I remember days when my husband Hemal and I first married, and I felt so alone. I couldn't understand why he didn't get me, why we were fighting, why we couldn't communicate with one another, and why I wasn't happy.
I thought that getting married meant my whole life would fall into place. Somehow, I equated the idea of a lifetime partnership with lifetime stability and happiness. But that expectation probably fueled my unhappiness. I would often find myself thinking, Would life be better if I just went back to being single?
It sounds obvious, but it's important to remember that there is so much under the surface of a relationship that we can't see. Including loneliness.
2. Being in a relationship doesn't mean you don't have a lot to figure out.
In fact, people in relationships or marriages have just as much (if not more, sometimes) to figure out as you. As I mentioned, one of the biggest assumptions I made about relationships is that longtime commitment to another person necessarily means living happily ever after.
The reality of all relationships is that anyone you will ever be with is going to bring things up for you. That person is a mirror for what's going on in your life and mind and heart. That is why I call Hemal, my husband, my guru. He is there to show me all the ways I need to grow and evolve as a human, which means facing all of my sh*t and learning how to be a better, more compassionate, loving human. I am also serving that role for him.
So when you see a married person, you feel like they have it all together, everything is perfect and they have it all figured out. But you're moving through challenges in your life just like the married person is moving through challenges. We give them a sense of "power" in our minds because their situation is one we may covet. But really, the only difference is they're married.
Like you, there are days they don't feel lovable. Like you, they are trying to understand why they aren't understood. Like you, they are yearning to be accepted for everything they are. It is just that your journey for right now is working through that being single, and theirs is working through that in a relationship.
3. There is always more to the story than you can see.
Sometimes, when you're in a couple, you feel pressure to present yourselves as if everything is great. It is really only your closest and dearest friends that open up to you and tell you that it can be hard being married.
When you see happy images of couples on Facebook and pictures of your friends' children and it looks like a perfect family picture, just know there is way more to the story. You never know where these people are in their relationship. Maybe you caught your girlfriend on a good day when she and her husband are really getting along.
But maybe you're sitting here thinking, "I see them together all the time. I know They really are happy. They have the most ridiculously great relationship I've ever seen."
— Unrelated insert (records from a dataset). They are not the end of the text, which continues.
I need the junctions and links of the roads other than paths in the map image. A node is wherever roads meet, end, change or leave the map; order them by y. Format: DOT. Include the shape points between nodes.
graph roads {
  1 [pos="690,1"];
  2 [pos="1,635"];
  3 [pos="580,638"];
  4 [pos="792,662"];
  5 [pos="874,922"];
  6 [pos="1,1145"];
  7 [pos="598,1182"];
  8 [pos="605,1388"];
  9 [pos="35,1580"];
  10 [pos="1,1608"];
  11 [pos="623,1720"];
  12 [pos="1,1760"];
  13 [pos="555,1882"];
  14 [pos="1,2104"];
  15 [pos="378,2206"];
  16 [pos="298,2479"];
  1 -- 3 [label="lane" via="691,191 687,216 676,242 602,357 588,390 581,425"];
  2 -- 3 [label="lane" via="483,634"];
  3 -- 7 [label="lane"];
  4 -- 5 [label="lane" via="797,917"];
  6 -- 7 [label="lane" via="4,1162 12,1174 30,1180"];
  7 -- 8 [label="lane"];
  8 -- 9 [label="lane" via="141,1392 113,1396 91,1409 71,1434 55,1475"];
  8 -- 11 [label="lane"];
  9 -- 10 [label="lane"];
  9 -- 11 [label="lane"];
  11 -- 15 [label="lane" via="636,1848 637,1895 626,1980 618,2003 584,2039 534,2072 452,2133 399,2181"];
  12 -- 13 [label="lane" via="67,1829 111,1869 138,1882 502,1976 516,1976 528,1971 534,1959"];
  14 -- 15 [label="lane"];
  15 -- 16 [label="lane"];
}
Well then great! Now you can view their relationship as an example to see that what you're looking for actually IS out there. It DOES exist. If it feels good to you, try spending more time around the people who have a relationship you never thought was possible. You, too, can manifest that kind of connection. You can believe it exists, and cultivate a sense of security and happiness in your single life in the meantime.
The next time you come across a married person who makes you feel "less than" because you feel like they have something you don't, remember that there are a lot of unexplained reasons that two people come together and a lot of possibilities going on under the surface. By the same token, it's possible to be single and satisfied with your life.
Based on these three perspective shifts I shared, how does that change how you see yourself and being single or what does it bring up for you? Tell me in the comments below, I'd really love to hear from you.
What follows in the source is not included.